This guest blog comes courtesy of Marco Hacon, the Energy Team’s new Sustainability Champion Assistant.
On the 5th of January, a group of twenty Conservative MPs and peers published a letter in the Sunday Telegraph calling on Boris Johnson to tackle the rocketing cost of living. I don’t make a habit of reading the Sunday Telegraph. But, the article was forwarded to me by a friend and, having been charged with writing a blog entry on energy, I thought it would make the perfect subject for my first piece.
In the letter, the writers helpfully remind us that “high energy prices… are felt most painfully by the lowest paid.” Of course, it’s hard to argue with this reasoning. But, it would be easier to think there’s no ulterior motive had this not come from the same people who refused to maintain the £20 universal credit uplift.
Indeed, the letter was organised by Craig Mackinlay, the chair of the Net Zero Scrutiny group. You’d be forgiven for thinking that they’re a group of plucky politicians intent on keeping the government in check against net-zero commitments. Unfortunately not. They claim that “we have almost uniquely caused our energy prices, through taxation and environmental levies.” The implication? That Britain’s environmental policies are to blame. These are the same policies that are currently to just hit net zero by 2050, arguably too late to stop significant damage.
So, here’s my take on what has really caused the increase in energy prices and what can be done to prevent further increases. First, the increase is a result of a combination of factors. Primarily, the combination of rapid global economic growth after the COVID recession, an incredibly cold and lengthy winter (in the Northern Hemisphere), and lower than necessary supply.
This lower than necessary supply is the result of decreased global investment in oil and natural gas infrastructure after their price dropped in 2014 and 2020 and delays to essential maintenance because of global lockdowns. This is felt more acutely in the UK, which only has the lowest gas storage in Europe capacity to hold 2% of its annual usage in storage (compared with France and Germany at 25%) after closing sites such as Rough storage. This has left it at the mercy of global wholesale energy markets. These aren’t currently in the UK’s favour with LNG demands from Asia having jumped to avoid blackouts and to keep industries operational, particularly after events like Fukushima. Add weak investment in low carbon energy technology and sources, such as renewables, biofuels, energy efficiency and electricity grids, and you can see why supply hasn’t been able to match soaring demand.
It is worth mentioning that geopolitics is also at play. Although they don’t directly supply the UK, exports from Russia’s state-owned Gazprom, which usually provides one-third of Europe’s gas, are at a six-year low. While the company claims this is because of low storage levels and increased domestic demand, it is quite a coincidence that this comes at the same time as heightened tensions with Europe over the Nord Stream 2 pipeline.
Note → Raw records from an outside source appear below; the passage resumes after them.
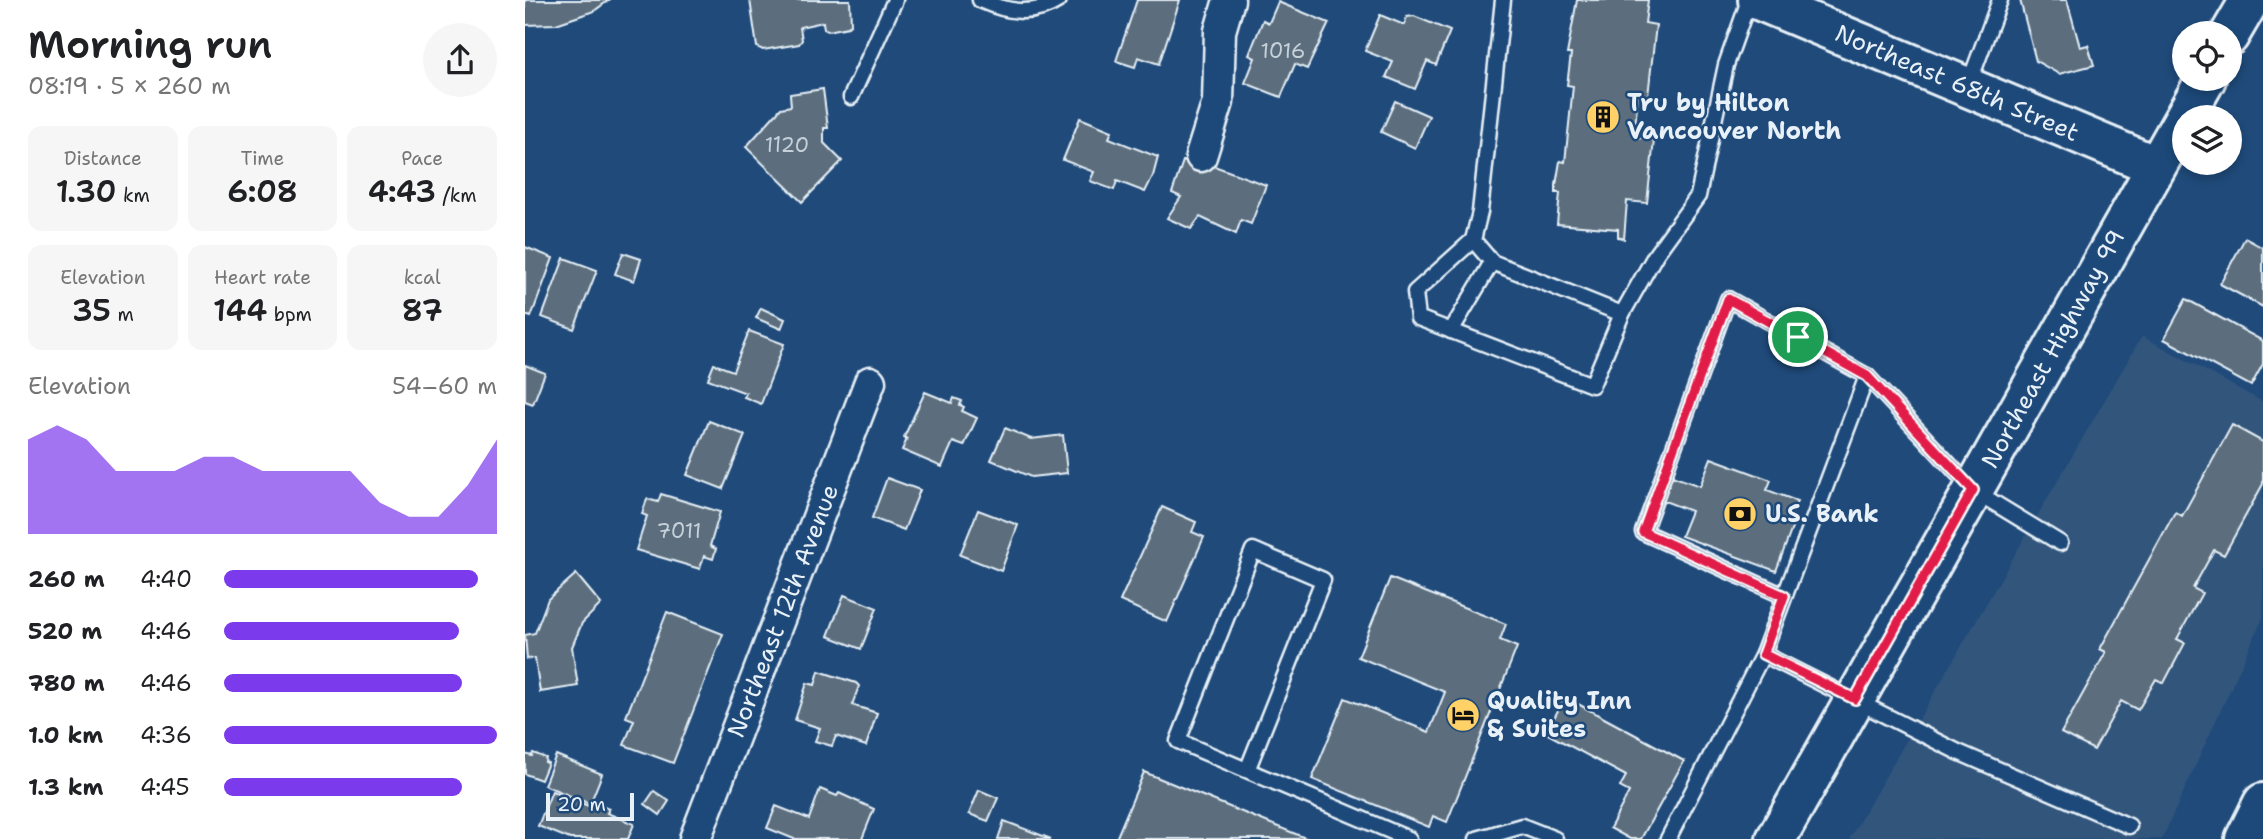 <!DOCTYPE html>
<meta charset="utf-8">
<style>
:root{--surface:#fff;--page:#f6f6f6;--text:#202124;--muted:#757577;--accent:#7c3aed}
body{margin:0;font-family:"Shantell Sans",sans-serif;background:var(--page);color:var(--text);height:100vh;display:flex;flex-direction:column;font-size:26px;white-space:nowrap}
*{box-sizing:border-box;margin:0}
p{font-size:23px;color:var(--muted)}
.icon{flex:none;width:38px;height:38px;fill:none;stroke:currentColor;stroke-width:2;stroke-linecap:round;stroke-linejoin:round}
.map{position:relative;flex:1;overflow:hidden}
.sheet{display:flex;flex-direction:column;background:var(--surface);width:525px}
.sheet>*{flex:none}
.fabs{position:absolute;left:1647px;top:21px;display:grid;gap:14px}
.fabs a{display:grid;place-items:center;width:70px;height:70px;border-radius:50%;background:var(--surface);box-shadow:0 4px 10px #0003;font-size:35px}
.scale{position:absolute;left:21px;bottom:18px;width:88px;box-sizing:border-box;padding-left:7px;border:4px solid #e8f1f8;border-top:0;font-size:19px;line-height:24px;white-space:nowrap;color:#e8f1f8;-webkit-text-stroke:5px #1f4a7a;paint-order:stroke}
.pin{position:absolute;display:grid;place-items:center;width:60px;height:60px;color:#fff;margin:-30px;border:4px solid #fff;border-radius:50%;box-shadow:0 2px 7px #0007}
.round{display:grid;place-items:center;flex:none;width:74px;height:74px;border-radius:37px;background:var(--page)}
.head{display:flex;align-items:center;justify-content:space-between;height:119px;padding:0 28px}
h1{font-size:38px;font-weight:600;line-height:52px}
.figures{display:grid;grid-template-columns:repeat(3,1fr);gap:10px;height:119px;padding:7px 28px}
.figures div{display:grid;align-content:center;border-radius:14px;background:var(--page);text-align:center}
.figures b{font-size:30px;font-weight:600}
.figures small{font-size:19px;font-weight:400}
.figures p{font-size:19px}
.chart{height:196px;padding:14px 28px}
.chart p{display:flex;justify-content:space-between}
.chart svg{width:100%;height:126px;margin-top:7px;fill:var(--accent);opacity:.7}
ul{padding:0 28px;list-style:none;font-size:23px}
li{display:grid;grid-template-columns:112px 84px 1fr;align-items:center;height:52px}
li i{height:18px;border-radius:9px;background:var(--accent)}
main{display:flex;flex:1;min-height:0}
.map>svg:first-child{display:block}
.built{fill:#31557b}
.building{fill:#5c6e7d;stroke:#e8f1f8;stroke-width:2}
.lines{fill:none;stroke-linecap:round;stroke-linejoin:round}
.lane-casing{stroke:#e8f1f8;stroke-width:19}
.street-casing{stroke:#e8f1f8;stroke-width:35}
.secondary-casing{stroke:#e8f1f8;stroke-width:44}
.highway-casing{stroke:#e8f1f8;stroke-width:44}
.lane{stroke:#1f4a7a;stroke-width:14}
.street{stroke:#1f4a7a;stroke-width:30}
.secondary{stroke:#1f4a7a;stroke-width:38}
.highway{stroke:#1f4a7a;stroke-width:38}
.route-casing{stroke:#fff;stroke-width:14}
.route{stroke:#e11d48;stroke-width:9}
.labels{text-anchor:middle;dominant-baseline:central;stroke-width:5;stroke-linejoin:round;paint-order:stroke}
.number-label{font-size:21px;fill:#c5d0d9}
.street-label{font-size:24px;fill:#e8f1f8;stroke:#1f4a7a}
.poi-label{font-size:24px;font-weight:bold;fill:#e8f1f8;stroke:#1f4a7a;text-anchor:start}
</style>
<main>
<section class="sheet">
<div class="head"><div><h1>Morning run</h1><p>08:19 · 5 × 260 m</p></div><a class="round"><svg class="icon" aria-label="share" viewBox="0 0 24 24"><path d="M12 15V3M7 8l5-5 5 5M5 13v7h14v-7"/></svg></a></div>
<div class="figures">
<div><p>Distance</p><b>1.30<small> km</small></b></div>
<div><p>Time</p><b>6:08</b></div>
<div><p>Pace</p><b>4:43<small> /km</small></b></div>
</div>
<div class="figures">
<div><p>Elevation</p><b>35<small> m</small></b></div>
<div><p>Heart rate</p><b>144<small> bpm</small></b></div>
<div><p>kcal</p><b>87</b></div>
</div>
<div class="chart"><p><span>Elevation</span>54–60 m</p>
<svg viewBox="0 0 160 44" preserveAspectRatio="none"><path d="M0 44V11L10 6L20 11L30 22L40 22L50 22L60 17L70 17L80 22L90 22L100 22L110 22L120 33L130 38L140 38L150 27L160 11V44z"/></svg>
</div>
<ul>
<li><b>260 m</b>4:40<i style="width:93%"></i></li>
<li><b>520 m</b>4:46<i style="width:86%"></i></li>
<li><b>780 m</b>4:46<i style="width:87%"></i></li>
<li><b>1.0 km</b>4:36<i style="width:100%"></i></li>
<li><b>1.3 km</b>4:45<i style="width:87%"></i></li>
</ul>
</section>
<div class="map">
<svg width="1738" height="839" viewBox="0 0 1738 839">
<rect width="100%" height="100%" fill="#1f4a7a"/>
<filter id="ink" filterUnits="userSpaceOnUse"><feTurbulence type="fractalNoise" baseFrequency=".0143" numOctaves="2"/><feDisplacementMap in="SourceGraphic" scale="14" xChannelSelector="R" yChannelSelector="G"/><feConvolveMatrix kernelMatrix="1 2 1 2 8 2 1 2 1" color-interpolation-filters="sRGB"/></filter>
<g filter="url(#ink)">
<polygon class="built" points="1617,336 1738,402 1738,618 1637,839 1324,839"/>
<g class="building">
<polygon points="0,0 84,0 69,11 31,24 0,25"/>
<polygon points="225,0 325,0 326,24 323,27 303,31 299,29 298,22 275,27 277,40 274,44 238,50 232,47"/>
<polygon points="612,0 655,0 634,64 613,57 610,67 591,61"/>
<polygon points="1052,0 1123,0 1120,23 1131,25 1123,96 1113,96 1109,137 1129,140 1122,203 1102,201 1099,239 1093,237 1093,229 1032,224 1035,193 1031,193 1031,185 1035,161 1040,162 1048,86 1042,85 1046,54 1042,54"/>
<polygon points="1495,0 1542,0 1555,47 1563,45 1569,65 1534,74 1511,61"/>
<polygon points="753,2 804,23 782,69 770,64 756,97 720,83 730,58 724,55 738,20 744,23"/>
<polygon points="855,15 879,25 882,17 889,16 925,31 911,65 902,61 890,89 861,77 868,62 840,51"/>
<polygon points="298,89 303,128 299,128 299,143 317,161 277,202 221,147 256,108 266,106 265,94"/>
<polygon points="870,101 904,116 890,148 856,132"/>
<polygon points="555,118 587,131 584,138 633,157 628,176 620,192 592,181 589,190 565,181 569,172 538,160"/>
<polygon points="658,161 682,170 684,164 741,185 726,224 716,220 711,234 675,217 666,229 642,218 656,197 647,193"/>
<polygon points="1720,238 1738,248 1738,307 1695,284"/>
<polygon points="0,247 28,258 6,317 0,315"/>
<polygon points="98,253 116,259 109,281 90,274"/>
<polygon points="39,258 72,270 49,329 17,317"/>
<polygon points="1661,299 1738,341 1738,364 1726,386 1639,339"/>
<polygon points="236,308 260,319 256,329 231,318"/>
<polygon points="224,331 259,344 236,404 219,397 221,393 183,379 189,364 208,371"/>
<polygon points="0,365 20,373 8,404 0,401"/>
<polygon points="400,392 427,403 429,398 437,401 435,405 439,407 437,411 452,418 439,446 428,442 417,467 377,450 382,439 379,437"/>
<polygon points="184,421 220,435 198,489 162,475"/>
<polygon points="1707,425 1738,442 1738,484 1699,555 1689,550 1668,588 1677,593 1652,639 1660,643 1639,683 1631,679 1613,710 1596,701 1569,750 1536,733 1581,652 1575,649 1650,512 1657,516"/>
<polygon points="480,428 506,439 538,435 542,473 506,477 466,460"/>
<polygon points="1186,458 1246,480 1242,490 1272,501 1265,518 1270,520 1251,571 1156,536 1166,511 1134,499 1144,475 1175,486"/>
<polygon points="362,478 395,490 379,530 347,518"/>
<polygon points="136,494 195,512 185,546 191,549 188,559 179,556 175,569 111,550 122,516 117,514 122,499 133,502"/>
<polygon points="637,507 671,522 667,532 679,537 642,622 595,601"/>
<polygon points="453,510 493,525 476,571 435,555"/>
<polygon points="51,574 76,604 57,623 47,647 53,686 15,692 10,658 2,659 0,635 10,633 23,599"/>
<polygon points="865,578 981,624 975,640 992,647 922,822 908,816 904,827 787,779 820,698 904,732 920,692 833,657"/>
<polygon points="319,595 352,608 336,649 303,636"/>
<polygon points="142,612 198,634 148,763 99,745 109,720 101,717"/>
<polygon points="294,671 331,683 334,686 327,705 352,713 341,746 311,736 307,746 290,741 295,728 270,720 282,683 290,685"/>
<polygon points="1040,697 1159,761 1116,839 1105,839 1085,828 1104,792 1095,787 1101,776 1021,733"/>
<polygon points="8,753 21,758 20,762 23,763 16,780 0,774 0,754 7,756"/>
<polygon points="31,755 77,774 65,804 19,785"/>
<polygon points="619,772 783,839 591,839"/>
<polygon points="295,789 312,796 314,793 349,809 337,839 269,839 242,828 251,806 284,819"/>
<polygon points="454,790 473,798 463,821 444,814"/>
<polygon points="27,791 66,807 67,802 84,809 82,813 109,824 103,839 45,839 13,826"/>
<polygon points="129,791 144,801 135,815 120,804"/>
<polygon points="479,821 526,839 473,839"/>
</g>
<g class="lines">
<g class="lane-casing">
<g id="lane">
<path d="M455 0C482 12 508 17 534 0"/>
<polyline points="978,0 955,212 948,240 967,262 1097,314 1131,254 1173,196 1201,65 1224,0"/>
<polyline points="1443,86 1475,0"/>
<polyline points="326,97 370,0"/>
<polyline points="948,240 890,292 893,318 1067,385 1097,314"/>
<polyline points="926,331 967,262"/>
<polyline points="1259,596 1118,532 1203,299 1342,376"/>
<polyline points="1238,654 1342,376 1448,490 1535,543"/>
<polyline points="723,768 798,580 728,550 653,741 884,839"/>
<polyline points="952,839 997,826 1030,839"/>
<polyline points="1143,839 1238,654 1433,752 1604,826"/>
</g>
</g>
<g class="street-casing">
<g id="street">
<polyline points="676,156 693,102 695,31 704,0"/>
<polyline points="170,839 345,382"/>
</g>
</g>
<g class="secondary-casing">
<g id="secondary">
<polyline points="1233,0 1631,166"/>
<polyline points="1704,36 1725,0"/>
<polyline points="1251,839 1681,79"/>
</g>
</g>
<g class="highway-casing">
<polyline id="highway" points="1720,839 1738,803"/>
</g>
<use href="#lane" class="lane"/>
<use href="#street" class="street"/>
<use href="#secondary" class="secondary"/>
<use href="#highway" class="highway"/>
</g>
</g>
<g class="lines" filter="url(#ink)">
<g class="route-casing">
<polygon id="route" points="1203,299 1342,376 1448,490 1330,699 1238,654 1259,596 1118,532"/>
</g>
<use href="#route" class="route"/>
</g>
<defs>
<g id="building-disc" transform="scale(1.75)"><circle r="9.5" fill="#ffd166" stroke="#1f4a7a"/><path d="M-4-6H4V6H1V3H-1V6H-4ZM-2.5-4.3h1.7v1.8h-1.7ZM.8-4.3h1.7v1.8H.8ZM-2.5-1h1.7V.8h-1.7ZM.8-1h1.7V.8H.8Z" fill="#111"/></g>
<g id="bank-disc" transform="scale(1.75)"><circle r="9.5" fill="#ffd166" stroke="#1f4a7a"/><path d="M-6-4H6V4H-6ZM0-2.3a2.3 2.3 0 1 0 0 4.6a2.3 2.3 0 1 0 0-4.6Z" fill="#111"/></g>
<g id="hotel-disc" transform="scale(1.75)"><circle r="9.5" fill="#ffd166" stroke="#1f4a7a"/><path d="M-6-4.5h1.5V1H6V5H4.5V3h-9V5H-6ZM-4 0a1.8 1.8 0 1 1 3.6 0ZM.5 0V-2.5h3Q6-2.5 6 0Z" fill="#111"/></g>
</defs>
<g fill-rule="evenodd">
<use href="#building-disc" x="1078" y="117"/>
<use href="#bank-disc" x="1215" y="514"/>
<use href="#hotel-disc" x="938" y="715"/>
</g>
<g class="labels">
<g class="number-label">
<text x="758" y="51">1016</text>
<text x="262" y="145">1120</text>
<text x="154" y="531">7011</text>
</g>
<g class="street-label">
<text transform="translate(1432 83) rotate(23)">Northeast 68th Street</text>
<text transform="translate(1528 349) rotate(-61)">Northeast Highway 99</text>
<text transform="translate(258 611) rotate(-69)">Northeast 12th Avenue</text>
</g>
<g class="poi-label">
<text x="1102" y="103">Tru by Hilton<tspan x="1102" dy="28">Vancouver North</tspan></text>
<text x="1240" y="514">U.S. Bank</text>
<text x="962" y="701">Quality Inn<tspan x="962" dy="28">&amp; Suites</tspan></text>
</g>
</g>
</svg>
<div class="fabs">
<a><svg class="icon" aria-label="locate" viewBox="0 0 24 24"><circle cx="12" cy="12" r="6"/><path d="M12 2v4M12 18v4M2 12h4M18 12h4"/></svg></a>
<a><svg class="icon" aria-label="layers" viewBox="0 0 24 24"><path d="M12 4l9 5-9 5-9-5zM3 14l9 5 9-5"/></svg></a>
</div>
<div class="scale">20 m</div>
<div class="pin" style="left:1273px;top:337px;background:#1e9e55"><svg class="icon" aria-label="arrive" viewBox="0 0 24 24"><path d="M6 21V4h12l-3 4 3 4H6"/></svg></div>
</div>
</main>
The upshot doesn’t look pretty. In Britain, after an initial price cap rise (the maximum price suppliers can charge customers on a standard tariff), about 15 million households saw their energy bills rise by 12% in October. This trend is set to continue with predictions of a further 50% increase after a cap review in April. To cover the costs of failed energy suppliers, the average energy bill could go to almost £2,000 a year, up from £1,138 in 2021. Of course, businesses are also impacted, especially for industries that rely heavily on gas and oil.
To solve this problem, it would be misjudged to cut environmental levies and remove energy taxes. In fact, the opposite is required, greater investment and emphasis on clean energy would reduce reliance on other sources and increase overall resilience to shocks. In the short term, the most vulnerable people and businesses require financial support. After all, is it their fault that a free and competitive energy market has failed them?
Marco Hacon is currently studying for a Master’s degree in Environment, Politics and Development here at King’s. Before this, he worked in a few start-ups and scale-up companies with social purposes, where he gained a basic understanding of sustainability. He is a strong believer in a just and equitable clean energy transition. He is excited to write about this as well as more King’s-related energy topics for the team’s blog. He also wants to help develop toolbox talks for King’s staff and teams that centre on how to use energy sustainably.